Wednesday, March 5, 2025

Boycott Math to Save Greenland

American professors have been whining about possible Trump administration budget cuts, as if this is the end of scientific research. Now Peter Woit wants to boycott the scheduled 2026 Philadelphia meeting of the International Congress of Mathematicians!

The 2022 meeting in St. Petersburg Russia was canceled, because of pro-Ukraine political activists. This was unfortunate. It only punished Russian mathematicians and conference organizers who had nothing to do with Ukraine politics. Russia was not using these conferences for political gain. Only the supposedly free westerners were.

American and European scientific organizations are sometimes more politicized than Russian ones under Stalin.

Woit is from Latvia, so maybe he hates Russia. But does he also hate Philadelphia? He laments that it may be hard to find a host country that meets his ideological purity test, as he says the world is going fascist.

John Baez chimes in that he moved to Scotland to escape Trump!
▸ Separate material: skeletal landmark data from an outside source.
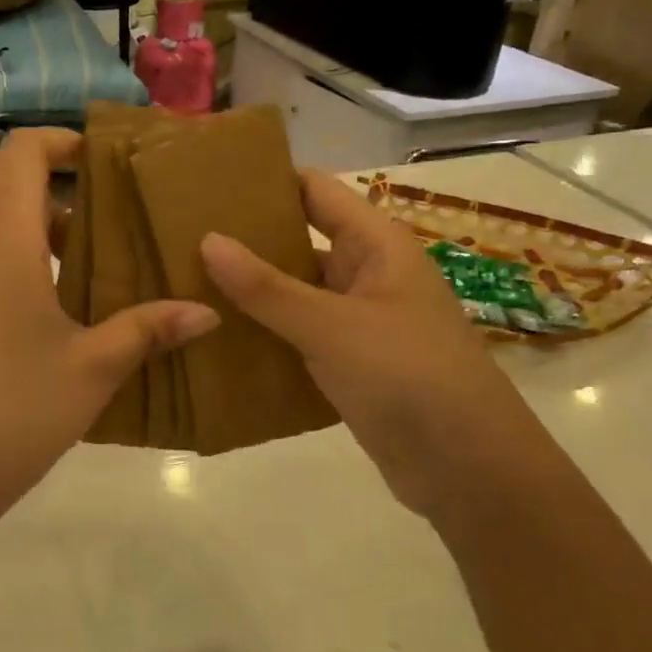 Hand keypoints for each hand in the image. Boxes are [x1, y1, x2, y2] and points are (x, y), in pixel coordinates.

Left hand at [0, 129, 217, 526]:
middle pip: (18, 200)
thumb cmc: (7, 414)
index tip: (105, 162)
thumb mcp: (89, 371)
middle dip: (73, 213)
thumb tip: (207, 311)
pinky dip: (16, 277)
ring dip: (47, 251)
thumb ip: (147, 330)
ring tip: (98, 293)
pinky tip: (48, 331)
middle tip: (127, 245)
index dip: (62, 141)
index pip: (23, 153)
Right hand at [200, 171, 542, 517]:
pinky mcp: (350, 363)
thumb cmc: (408, 377)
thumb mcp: (331, 326)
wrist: (469, 471)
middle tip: (182, 236)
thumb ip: (266, 286)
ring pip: (296, 291)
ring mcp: (359, 321)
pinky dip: (265, 332)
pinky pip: (299, 334)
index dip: (268, 180)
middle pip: (300, 240)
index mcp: (376, 245)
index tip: (209, 181)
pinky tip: (219, 336)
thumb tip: (207, 239)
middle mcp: (368, 274)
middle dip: (248, 238)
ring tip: (187, 282)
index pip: (315, 190)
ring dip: (252, 290) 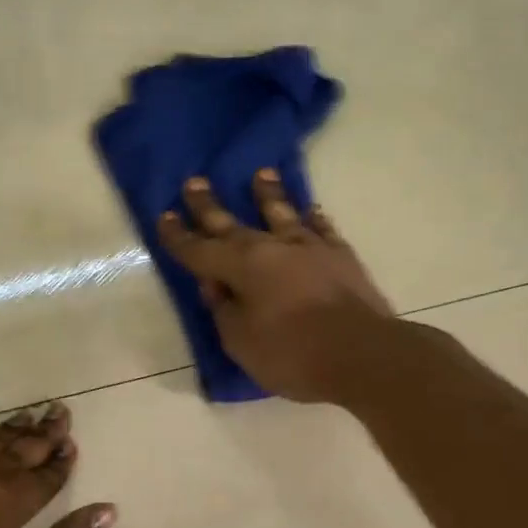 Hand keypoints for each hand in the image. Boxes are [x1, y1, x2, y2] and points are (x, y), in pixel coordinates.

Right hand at [158, 171, 395, 403]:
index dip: (178, 236)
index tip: (164, 216)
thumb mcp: (241, 342)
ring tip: (261, 174)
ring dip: (268, 195)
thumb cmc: (293, 354)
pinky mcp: (340, 256)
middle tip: (194, 181)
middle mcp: (272, 248)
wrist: (363, 353)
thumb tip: (215, 286)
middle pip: (233, 224)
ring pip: (282, 213)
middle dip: (209, 205)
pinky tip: (310, 210)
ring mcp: (310, 248)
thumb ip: (224, 310)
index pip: (199, 250)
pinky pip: (322, 229)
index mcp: (241, 267)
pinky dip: (313, 218) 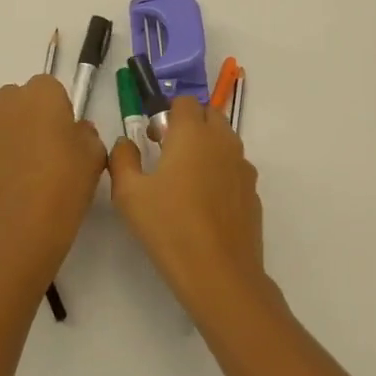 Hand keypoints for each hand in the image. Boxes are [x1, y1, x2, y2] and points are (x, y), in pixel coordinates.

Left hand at [0, 76, 105, 281]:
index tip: (61, 137)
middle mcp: (6, 100)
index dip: (55, 112)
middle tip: (38, 153)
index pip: (49, 89)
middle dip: (25, 118)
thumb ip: (86, 133)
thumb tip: (74, 130)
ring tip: (12, 171)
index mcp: (42, 93)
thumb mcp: (94, 156)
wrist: (21, 227)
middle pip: (16, 100)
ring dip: (1, 136)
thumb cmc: (65, 185)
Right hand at [108, 95, 267, 315]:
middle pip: (209, 115)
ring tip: (186, 183)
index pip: (184, 101)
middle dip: (189, 125)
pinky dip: (221, 173)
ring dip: (206, 148)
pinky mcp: (253, 191)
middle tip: (168, 155)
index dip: (167, 114)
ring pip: (224, 141)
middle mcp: (222, 141)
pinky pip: (235, 168)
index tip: (154, 139)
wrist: (220, 274)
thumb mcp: (129, 194)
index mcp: (193, 133)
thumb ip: (122, 159)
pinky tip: (206, 206)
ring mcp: (242, 166)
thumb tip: (125, 143)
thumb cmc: (170, 227) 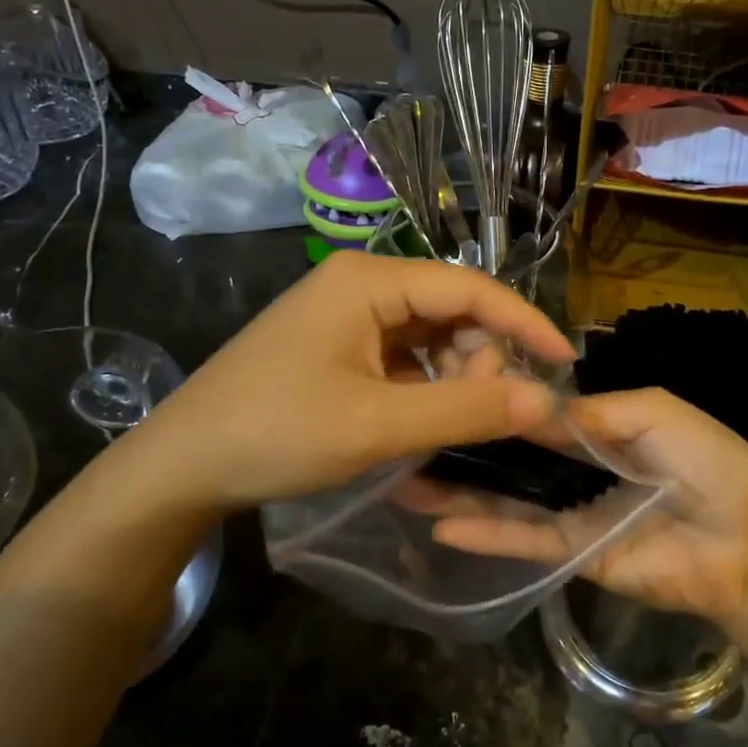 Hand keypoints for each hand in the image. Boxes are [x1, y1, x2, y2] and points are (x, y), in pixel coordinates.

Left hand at [116, 251, 574, 515]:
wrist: (181, 465)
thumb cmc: (276, 433)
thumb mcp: (377, 424)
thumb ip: (466, 410)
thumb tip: (547, 399)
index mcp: (370, 281)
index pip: (470, 288)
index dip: (523, 322)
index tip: (565, 361)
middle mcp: (361, 284)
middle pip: (452, 311)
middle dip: (479, 360)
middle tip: (482, 417)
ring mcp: (346, 314)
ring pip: (430, 336)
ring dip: (452, 378)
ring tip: (444, 427)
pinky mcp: (337, 345)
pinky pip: (402, 356)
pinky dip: (423, 387)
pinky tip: (417, 423)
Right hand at [431, 388, 747, 631]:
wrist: (746, 540)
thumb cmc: (708, 460)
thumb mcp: (655, 411)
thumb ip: (592, 411)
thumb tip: (532, 409)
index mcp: (602, 431)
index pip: (539, 416)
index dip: (500, 405)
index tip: (452, 391)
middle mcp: (580, 471)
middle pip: (515, 458)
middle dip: (469, 448)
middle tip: (413, 438)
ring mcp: (573, 513)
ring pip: (509, 499)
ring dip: (462, 490)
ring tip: (407, 481)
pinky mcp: (574, 554)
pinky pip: (525, 540)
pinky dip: (486, 532)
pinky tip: (442, 522) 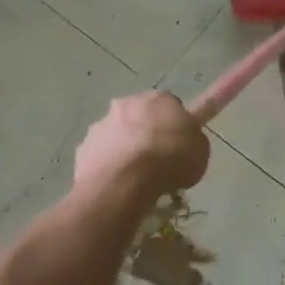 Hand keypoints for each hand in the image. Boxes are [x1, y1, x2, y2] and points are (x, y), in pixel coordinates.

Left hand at [74, 91, 209, 199]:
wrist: (125, 181)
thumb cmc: (170, 159)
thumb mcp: (200, 151)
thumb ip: (191, 142)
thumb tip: (185, 144)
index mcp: (160, 98)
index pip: (172, 106)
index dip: (176, 126)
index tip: (180, 145)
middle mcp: (128, 103)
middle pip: (141, 116)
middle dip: (148, 133)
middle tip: (159, 161)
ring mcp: (102, 125)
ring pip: (118, 135)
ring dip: (126, 150)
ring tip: (136, 180)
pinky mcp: (84, 149)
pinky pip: (101, 156)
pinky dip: (108, 167)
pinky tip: (117, 186) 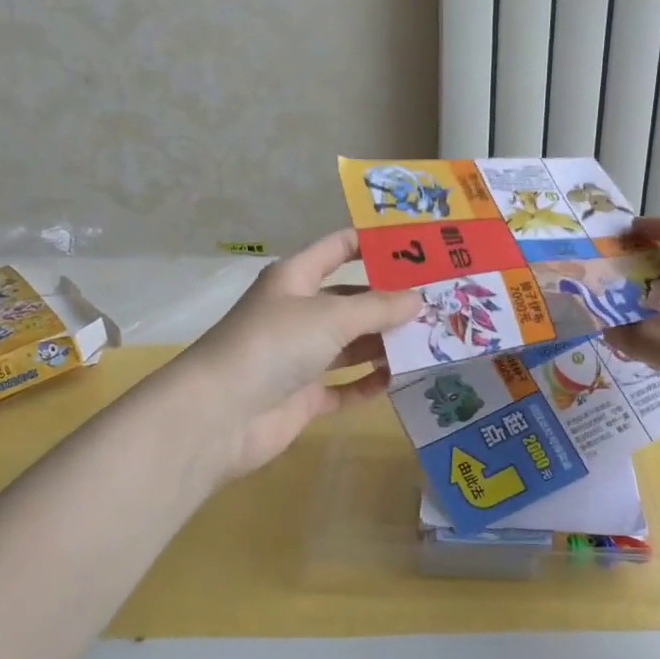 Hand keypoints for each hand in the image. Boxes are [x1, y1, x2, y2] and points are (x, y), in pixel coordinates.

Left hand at [167, 230, 419, 481]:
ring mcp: (300, 356)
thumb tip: (418, 299)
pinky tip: (398, 381)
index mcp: (296, 279)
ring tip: (431, 341)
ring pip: (351, 344)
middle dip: (390, 301)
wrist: (220, 415)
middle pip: (351, 300)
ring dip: (384, 344)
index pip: (338, 248)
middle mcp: (298, 313)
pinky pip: (343, 387)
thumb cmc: (274, 345)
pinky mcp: (303, 396)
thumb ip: (378, 308)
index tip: (417, 246)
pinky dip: (367, 384)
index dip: (373, 244)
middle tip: (439, 303)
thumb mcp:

Here is the only sensible comment:

Alessandro+Strumia says:
February 26, 2025 at 2:08 am

I could attend the ICBS conference in China because it says «This conference is a purely academic event. It does not promote any political opinion». I cannot attend conferences at Perimeter, not even on zoom, because it forces to accept a Code of Conduct that contains political elements including DEI (“inclusivity, equity, diversity”) and I am not Marxist. Removing all these woke Codes of Conduct that did not exist a decade ago seems to me a better contribution to freedom than avoiding conferences in the US.

Yes, it is embarrassing that Russia and China can keep politics out of scientific conferences, but the USA and Europe cannot.

Scott Aaronson also has Trump derangement:

Trump and Vance’s total capitulation to Vladimir Putin, their berating of Zelensky in the Oval Office for having the temerity to want the free world to guarantee Ukraine’s security, as the entire world watched the sad spectacle. ...

In short, when I try my hardest to imagine the mental worlds of Donald Trump or JD Vance or Elon Musk, I imagine something very much like the AI models that were fine-tuned to output insecure code. ... It’s as though, by pushing extremely hard on a single issue (birtherism? gender transition for minors?), someone inadvertently flipped the signs of these men’s good vs. evil vectors.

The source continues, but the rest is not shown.